Au fil des séquences, Eastwood construit patiemment le devenir momie d’un homme pour qui la pendule du monde s’est arrêtée quelque part dans les années 1950 (rentrer dans un ascenseur en 1920, en sortir trente ans plus tard comme si rien n’avait changé), à l’époque de la Guerre Froide et d’un ennemi identifiable, le communiste, qu’il sera le dernier à chasser toute sa vie, au point de ne rien saisir des grands mouvements contestataires qui secouent l’Amérique des Sixties. Martin Luther King ? Un communiste. Kennedy ? Un communiste. Politiciens, starlettes, acteurs, hommes publics, syndicalistes, personnalités du showbiz, l’homme savait tout sur tout le monde et aura accumulé à la fin de sa vie des centaines de milliers de fiches.
Car Hoover mentait, manipulait, n’hésitait pas à travestir les faits, à réécrire l’histoire à son profit (la mort de Dillinger dont il s’attribuait le mérite et qui fut le fait de l’agent Purvis), pliait parfois les lois à sa volonté de puissance, accumulait des dossiers clandestins ‑ces fameux secret files, dont l’immense partie fut détruite par sa fidèle secrétaire au moment de sa mort tandis que Nixon, à peine élu en 1968, rêvait de les récupérer‑.
Loin de la vision hagiographique et largement romancée tournée par Mervin Leroy en 1959 (The FBI Story avec James Stewart dans le rôle du chef du Bureau), loin aussi de la version à charge réalisée par Larry Cohen dans l’Amérique de l’après Watergate (The Private Files of J. Egdar Hoover, 1977), le J. Edgar d’Eastwood oscille constamment entre empathie et rejet, tentant de rester au plus près de cette ambiguïté faite homme.
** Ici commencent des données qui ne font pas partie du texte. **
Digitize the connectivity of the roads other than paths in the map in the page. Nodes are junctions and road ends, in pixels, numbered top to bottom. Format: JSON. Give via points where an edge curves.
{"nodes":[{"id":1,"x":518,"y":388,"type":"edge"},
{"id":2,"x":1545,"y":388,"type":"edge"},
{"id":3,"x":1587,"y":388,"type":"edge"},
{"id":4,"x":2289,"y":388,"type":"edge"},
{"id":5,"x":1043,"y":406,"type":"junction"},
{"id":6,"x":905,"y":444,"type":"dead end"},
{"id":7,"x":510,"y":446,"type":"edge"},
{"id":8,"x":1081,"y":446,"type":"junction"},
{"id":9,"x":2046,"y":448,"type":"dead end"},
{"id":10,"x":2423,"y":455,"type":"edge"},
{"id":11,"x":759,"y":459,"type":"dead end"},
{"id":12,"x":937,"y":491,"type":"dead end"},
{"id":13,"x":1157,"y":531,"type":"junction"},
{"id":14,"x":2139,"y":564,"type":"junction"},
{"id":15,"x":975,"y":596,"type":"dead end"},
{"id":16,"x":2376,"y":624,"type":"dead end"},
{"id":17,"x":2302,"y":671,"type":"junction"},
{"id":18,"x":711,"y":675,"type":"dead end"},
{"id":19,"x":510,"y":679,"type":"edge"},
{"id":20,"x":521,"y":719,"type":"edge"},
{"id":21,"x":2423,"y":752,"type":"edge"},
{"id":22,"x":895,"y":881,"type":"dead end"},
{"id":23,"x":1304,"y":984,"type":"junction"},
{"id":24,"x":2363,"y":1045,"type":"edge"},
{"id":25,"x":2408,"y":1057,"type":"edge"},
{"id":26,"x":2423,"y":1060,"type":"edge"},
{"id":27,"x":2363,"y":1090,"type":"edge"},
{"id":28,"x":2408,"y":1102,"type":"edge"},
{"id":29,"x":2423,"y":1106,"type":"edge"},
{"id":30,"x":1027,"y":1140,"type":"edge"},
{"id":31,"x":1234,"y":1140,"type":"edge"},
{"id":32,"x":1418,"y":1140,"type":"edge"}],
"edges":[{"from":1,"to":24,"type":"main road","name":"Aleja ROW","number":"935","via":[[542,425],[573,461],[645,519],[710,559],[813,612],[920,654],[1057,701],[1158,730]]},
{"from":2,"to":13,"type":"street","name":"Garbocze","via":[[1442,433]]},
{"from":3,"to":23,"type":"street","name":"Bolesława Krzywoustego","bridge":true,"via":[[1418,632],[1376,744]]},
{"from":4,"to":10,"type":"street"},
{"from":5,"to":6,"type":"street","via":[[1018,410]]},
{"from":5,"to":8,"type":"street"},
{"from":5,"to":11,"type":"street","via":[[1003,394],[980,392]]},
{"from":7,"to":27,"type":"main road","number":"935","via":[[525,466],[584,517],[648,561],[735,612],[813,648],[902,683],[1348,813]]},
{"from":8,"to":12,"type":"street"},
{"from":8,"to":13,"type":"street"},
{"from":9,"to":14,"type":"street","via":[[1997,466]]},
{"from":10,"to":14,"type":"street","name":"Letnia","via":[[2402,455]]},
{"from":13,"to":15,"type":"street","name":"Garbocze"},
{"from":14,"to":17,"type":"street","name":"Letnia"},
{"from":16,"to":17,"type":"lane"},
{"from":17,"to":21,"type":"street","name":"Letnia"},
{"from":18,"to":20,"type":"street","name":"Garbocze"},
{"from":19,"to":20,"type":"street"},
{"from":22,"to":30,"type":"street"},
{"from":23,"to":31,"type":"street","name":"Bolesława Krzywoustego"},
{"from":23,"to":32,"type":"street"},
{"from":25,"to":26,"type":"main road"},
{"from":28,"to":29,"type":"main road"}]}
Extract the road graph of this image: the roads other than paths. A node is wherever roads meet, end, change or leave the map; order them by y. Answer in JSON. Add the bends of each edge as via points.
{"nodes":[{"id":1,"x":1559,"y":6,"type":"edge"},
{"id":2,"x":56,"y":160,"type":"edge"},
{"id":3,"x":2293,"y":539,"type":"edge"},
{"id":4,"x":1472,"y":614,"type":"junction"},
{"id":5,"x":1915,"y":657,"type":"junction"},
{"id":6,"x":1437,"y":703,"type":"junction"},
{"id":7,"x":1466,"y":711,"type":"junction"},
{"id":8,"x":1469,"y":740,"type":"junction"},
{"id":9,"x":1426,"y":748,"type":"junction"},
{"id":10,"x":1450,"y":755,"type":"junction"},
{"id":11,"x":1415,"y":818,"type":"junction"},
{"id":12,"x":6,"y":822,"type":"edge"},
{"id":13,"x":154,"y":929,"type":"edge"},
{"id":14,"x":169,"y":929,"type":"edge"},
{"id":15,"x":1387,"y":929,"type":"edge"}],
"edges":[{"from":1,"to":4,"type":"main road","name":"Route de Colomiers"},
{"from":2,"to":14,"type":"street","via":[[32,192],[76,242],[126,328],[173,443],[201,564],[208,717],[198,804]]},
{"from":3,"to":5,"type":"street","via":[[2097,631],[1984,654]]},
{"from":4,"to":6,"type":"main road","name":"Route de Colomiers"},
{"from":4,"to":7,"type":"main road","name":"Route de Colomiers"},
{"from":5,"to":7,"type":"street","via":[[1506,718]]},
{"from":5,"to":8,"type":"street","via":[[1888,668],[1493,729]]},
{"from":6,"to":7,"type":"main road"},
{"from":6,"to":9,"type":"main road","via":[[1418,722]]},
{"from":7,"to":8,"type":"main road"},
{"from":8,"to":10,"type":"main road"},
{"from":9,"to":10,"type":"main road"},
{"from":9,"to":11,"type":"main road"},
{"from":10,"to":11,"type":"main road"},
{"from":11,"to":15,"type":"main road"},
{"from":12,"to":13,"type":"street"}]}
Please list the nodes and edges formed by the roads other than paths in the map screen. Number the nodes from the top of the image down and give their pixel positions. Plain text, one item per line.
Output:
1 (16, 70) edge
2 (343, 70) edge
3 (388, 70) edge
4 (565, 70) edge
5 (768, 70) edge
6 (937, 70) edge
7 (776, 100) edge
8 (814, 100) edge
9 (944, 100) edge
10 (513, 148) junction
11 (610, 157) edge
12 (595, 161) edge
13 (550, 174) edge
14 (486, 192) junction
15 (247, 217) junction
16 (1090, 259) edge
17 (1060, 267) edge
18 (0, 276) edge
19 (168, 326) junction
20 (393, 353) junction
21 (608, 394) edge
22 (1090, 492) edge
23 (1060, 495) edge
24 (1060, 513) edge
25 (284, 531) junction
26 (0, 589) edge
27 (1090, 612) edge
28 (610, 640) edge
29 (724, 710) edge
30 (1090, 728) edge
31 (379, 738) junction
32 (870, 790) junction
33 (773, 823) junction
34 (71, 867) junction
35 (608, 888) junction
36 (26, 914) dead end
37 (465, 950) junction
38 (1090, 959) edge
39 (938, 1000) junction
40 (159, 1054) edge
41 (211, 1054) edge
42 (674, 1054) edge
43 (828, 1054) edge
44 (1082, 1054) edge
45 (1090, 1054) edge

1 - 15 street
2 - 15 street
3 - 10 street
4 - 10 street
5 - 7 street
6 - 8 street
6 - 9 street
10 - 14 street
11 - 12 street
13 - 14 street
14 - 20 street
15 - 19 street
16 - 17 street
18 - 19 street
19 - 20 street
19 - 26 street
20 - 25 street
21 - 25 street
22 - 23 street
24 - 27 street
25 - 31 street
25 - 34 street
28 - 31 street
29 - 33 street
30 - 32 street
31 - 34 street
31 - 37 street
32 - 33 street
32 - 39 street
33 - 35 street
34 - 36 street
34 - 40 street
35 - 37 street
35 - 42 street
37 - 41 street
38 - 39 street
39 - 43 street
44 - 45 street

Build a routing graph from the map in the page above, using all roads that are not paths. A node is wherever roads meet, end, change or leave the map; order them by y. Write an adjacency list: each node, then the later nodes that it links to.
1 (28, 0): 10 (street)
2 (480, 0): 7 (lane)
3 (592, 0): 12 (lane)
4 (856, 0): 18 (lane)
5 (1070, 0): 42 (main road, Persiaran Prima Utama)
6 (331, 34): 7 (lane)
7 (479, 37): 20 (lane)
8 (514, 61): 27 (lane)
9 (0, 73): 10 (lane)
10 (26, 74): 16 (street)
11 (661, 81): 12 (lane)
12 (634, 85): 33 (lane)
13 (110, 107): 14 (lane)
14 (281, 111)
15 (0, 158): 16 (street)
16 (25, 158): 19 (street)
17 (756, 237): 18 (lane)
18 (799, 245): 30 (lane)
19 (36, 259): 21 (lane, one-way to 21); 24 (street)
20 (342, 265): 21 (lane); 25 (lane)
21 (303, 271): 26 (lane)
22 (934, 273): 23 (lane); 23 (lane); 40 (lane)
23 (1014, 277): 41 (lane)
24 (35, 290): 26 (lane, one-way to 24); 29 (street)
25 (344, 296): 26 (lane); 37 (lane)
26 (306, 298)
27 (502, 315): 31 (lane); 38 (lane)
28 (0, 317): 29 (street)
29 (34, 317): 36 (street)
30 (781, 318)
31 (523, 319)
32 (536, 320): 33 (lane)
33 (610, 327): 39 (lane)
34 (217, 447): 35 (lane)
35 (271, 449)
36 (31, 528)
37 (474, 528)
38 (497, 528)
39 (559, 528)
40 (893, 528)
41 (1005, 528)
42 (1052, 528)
Maître des « plombiers », recordman des personnalités mises sur écoute, grand prédicateur d’un anti‑patriotisme dangereux qu’il délirait partout, Hoover agissait aussi au nom d’une conviction inaltérable et d’un absolutisme fou, qui font de lui un personnage easwtoodien en diable, soit un solitaire craint et vilipendé (Dirty Edgar ?), un vieux con raciste en quête de salut (Gran Torino), un homme déterminé qui a dû composer toute sa vie avec une série de contradictions et de doutes, lesquels ‑et c’est la grande force du film‑ furent et continuent d’être ceux de l’Amérique. Les rapports entre la violence et la Loi, entre la morale individuelle et le Bien commun, entre la liberté d’expression et la préservation d’un peuple accordé.